TASK TO CARRY OUT>
Lines in the listing below containing the string "JSON" are to be identified and copied.

INFORMATION>

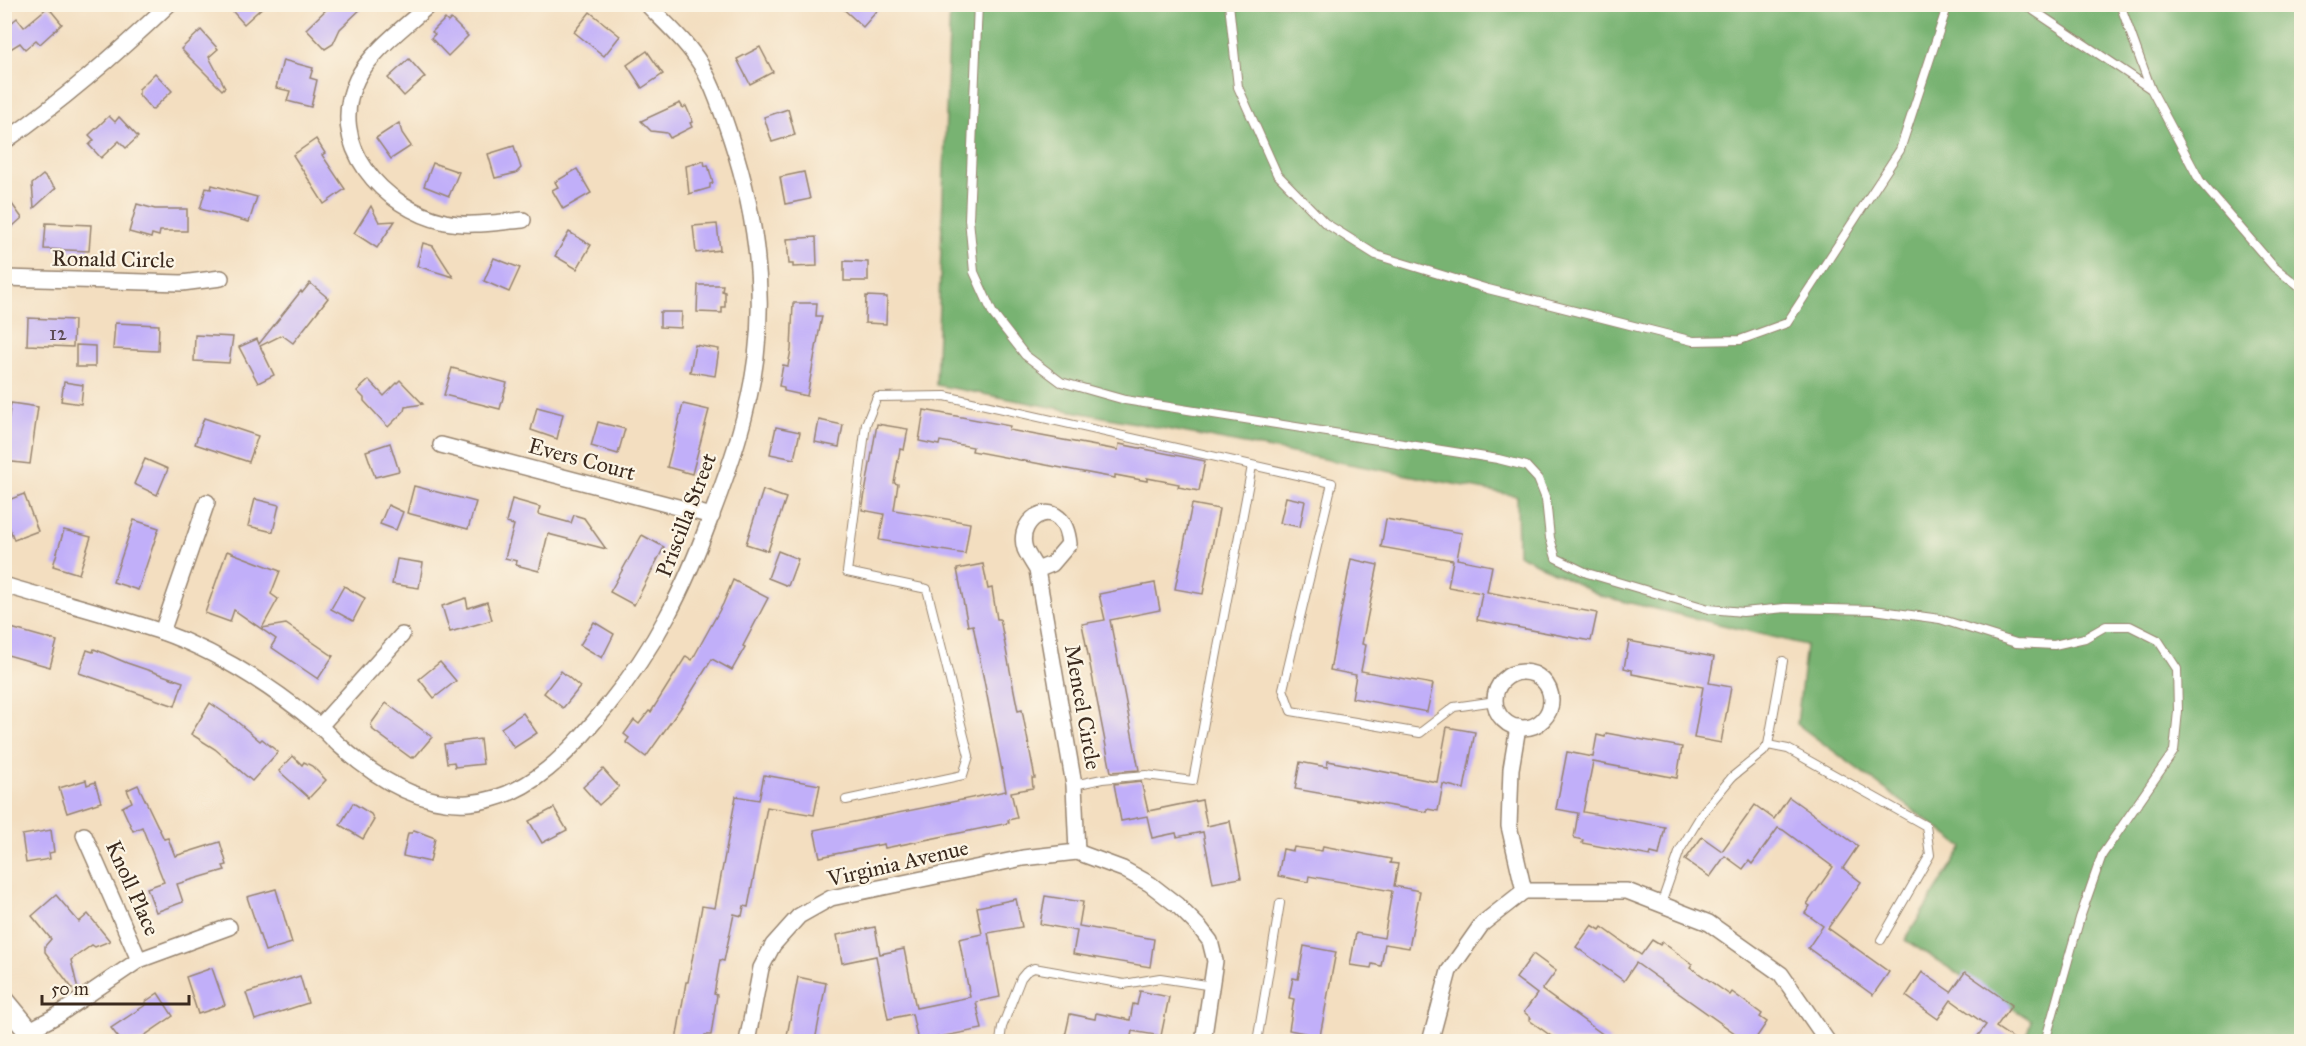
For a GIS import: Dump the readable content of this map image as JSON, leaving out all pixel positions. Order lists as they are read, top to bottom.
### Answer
{
  "streets": {
    "street": [
      "Ronald Circle",
      "Evers Court",
      "Priscilla Street",
      "Mencel Circle",
      "Virginia Avenue",
      "Knoll Place"
    ]
  },
  "crossings": [
    ["Evers Court", "Priscilla Street"],
    ["Mencel Circle", "Virginia Avenue"]
  ],
  "house_numbers": ["12"],
  "scale_bar": "50 m"
}
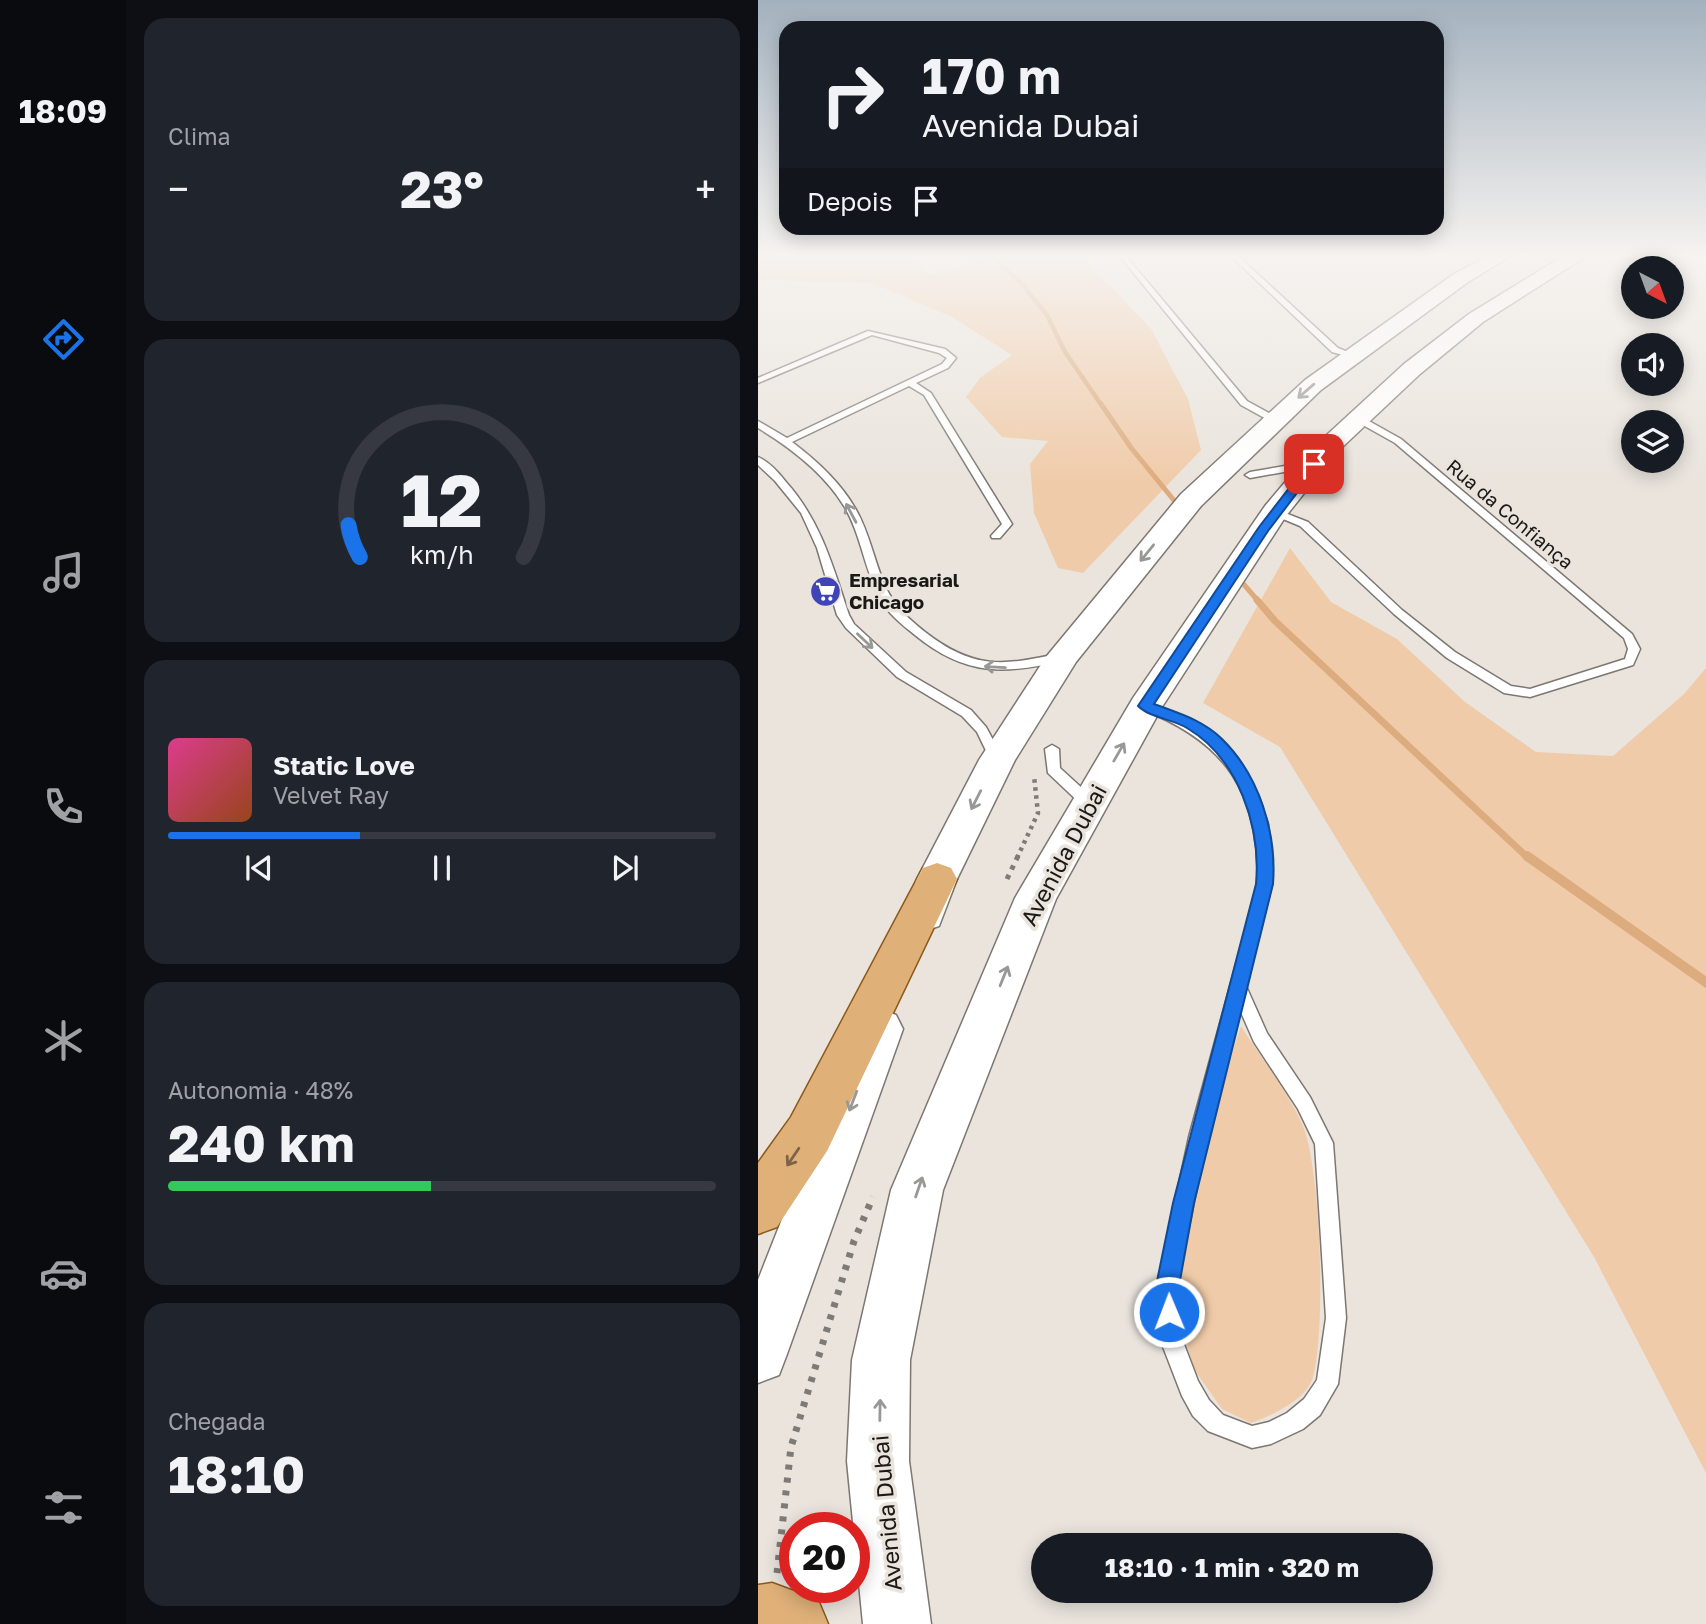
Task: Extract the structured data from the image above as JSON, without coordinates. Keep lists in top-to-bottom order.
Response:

WRITTEN RESPONSE>
For a GIS import: Dump the readable content of this map image as JSON, leaving out all pixel positions. Order lists as they are read, top to bottom.
Task: Extract the structured data from the image above as JSON, without coordinates. Keep lists in top-to-bottom order.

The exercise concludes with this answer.